14. Progress assessment against the child wasting target is not conducted for countries which do not have at least two data points (e.g. household surveys) between 2005 and 2022, with at least one point being more recent than 2012.
15. Progress assessment is not possible for exclusive breastfeeding where the population coverage of country survey data for the region is less than 50 percent for the 2012 and/or the 2021 estimate. For 2012, population coverage is calculated by dividing the sum of the population of children under five years for countries with at least one data point from household surveys between 2005 and 2012 by the total population of children under five years for all countries in the region. For 2021, population coverage is calculated by dividing the sum of the population of children under five years for countries with at least one data point from household surveys between 2016 and 2021.
SOURCE: Elaborated using information from: WHO & UNICEF. 2017. Methodology for monitoring progress towards the global nutrition targets for 2025 – technical report; and WHO & UNICEF. 2017. The extension of the 2025 Maternal, Infant and Young Child nutrition targets to 2030. WHO and UNICEF.
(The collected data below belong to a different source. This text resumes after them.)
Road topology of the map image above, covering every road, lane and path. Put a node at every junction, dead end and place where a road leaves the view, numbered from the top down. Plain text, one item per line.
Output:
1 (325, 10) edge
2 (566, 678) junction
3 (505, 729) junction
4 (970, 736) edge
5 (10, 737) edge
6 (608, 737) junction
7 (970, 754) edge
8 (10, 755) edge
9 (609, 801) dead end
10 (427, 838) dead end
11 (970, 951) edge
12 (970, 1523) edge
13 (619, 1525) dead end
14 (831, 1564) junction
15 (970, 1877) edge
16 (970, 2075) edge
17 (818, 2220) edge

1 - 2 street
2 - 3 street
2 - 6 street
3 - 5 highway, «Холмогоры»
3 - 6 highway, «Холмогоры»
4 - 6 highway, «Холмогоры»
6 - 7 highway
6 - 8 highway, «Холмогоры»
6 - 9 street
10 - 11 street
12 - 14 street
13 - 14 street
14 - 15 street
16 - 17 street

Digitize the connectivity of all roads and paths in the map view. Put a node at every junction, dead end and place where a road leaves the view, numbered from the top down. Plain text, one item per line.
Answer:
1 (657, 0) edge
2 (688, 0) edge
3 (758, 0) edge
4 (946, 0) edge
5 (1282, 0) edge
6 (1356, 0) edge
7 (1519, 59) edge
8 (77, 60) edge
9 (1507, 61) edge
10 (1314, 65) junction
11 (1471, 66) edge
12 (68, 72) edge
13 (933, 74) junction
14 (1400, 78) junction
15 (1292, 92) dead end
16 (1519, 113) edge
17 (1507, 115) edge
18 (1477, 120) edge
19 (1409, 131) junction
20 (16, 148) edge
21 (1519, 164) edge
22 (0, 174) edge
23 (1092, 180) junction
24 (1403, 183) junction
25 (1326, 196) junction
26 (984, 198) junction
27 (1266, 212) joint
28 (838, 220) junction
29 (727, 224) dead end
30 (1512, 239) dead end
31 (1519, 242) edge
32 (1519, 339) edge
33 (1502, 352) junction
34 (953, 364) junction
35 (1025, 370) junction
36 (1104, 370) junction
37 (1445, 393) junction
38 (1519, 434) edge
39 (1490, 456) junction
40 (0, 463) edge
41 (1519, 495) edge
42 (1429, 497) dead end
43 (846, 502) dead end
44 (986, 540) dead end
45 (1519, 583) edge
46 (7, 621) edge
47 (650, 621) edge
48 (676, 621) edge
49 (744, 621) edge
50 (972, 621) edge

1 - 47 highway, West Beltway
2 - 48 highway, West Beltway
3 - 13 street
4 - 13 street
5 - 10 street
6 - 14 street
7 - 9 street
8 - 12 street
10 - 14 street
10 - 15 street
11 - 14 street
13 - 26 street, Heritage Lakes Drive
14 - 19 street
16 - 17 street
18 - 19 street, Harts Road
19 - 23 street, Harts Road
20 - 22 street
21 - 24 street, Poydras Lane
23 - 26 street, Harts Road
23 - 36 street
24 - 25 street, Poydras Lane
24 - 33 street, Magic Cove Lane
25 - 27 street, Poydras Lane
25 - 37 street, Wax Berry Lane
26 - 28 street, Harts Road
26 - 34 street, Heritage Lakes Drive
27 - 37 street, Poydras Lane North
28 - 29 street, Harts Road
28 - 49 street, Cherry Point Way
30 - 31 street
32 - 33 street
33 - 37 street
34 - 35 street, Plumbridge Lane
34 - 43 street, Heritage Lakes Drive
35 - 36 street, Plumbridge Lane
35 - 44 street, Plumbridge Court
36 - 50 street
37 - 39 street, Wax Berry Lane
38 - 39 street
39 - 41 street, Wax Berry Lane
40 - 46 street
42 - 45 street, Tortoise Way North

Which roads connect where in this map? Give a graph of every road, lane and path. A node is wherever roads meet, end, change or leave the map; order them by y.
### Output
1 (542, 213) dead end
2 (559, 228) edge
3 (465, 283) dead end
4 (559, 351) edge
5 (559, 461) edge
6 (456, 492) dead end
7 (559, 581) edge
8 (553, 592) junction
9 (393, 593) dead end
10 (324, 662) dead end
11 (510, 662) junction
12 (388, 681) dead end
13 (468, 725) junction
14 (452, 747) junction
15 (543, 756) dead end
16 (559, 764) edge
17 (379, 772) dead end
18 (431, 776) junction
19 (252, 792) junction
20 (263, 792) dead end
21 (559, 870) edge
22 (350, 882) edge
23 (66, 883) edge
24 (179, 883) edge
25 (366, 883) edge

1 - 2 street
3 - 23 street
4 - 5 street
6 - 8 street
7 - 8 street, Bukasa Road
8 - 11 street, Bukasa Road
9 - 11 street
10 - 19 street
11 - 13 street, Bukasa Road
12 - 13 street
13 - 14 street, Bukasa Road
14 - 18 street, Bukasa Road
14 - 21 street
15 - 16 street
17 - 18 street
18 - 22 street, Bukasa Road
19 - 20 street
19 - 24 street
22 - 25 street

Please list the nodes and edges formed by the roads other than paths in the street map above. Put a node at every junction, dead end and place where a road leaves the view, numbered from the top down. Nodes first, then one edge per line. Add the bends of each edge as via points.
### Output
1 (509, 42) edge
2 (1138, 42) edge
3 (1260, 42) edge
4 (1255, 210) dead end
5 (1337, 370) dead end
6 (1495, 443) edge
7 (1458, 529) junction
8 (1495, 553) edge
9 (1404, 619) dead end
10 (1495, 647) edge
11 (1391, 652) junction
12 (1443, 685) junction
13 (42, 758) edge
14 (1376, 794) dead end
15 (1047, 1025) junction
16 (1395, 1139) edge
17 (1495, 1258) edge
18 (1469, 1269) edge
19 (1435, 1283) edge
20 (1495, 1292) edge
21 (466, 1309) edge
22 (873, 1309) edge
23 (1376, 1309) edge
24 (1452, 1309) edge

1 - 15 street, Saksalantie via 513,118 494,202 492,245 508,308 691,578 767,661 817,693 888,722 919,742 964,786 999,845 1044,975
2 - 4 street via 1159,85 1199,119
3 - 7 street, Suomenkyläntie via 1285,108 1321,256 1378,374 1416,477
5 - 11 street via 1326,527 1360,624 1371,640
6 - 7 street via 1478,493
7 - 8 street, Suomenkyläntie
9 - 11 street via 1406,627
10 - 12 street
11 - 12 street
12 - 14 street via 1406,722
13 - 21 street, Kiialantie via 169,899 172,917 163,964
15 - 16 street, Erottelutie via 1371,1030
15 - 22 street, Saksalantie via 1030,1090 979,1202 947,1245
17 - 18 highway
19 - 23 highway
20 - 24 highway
The years of data used to calculate the actual AARR experienced to date at the regional level vary by indicator as specified in the footnotes for Table A2.4. The actual AARRs for each region are calculated using a trend line comprising all estimates available between 2012 (baseline) and the latest estimate for each indicator, except for exclusive breastfeeding for which modelled estimates are not available and which is calculated using only two estimates: the baseline (2012) and the latest year available (2019). The required AARR is calculated using the baseline prevalence for the region in 2012 and the target prevalence as noted in the 2030 Maternal Infant and Young Child Nutrition targets34 (e.g. for child overweight, the required is AARR is 3.41 percent per year at the global level, which is the annual rate of change needed to go from the 2012 baseline prevalence of 5.6 percent to the targeted 3.0 percent in 2030).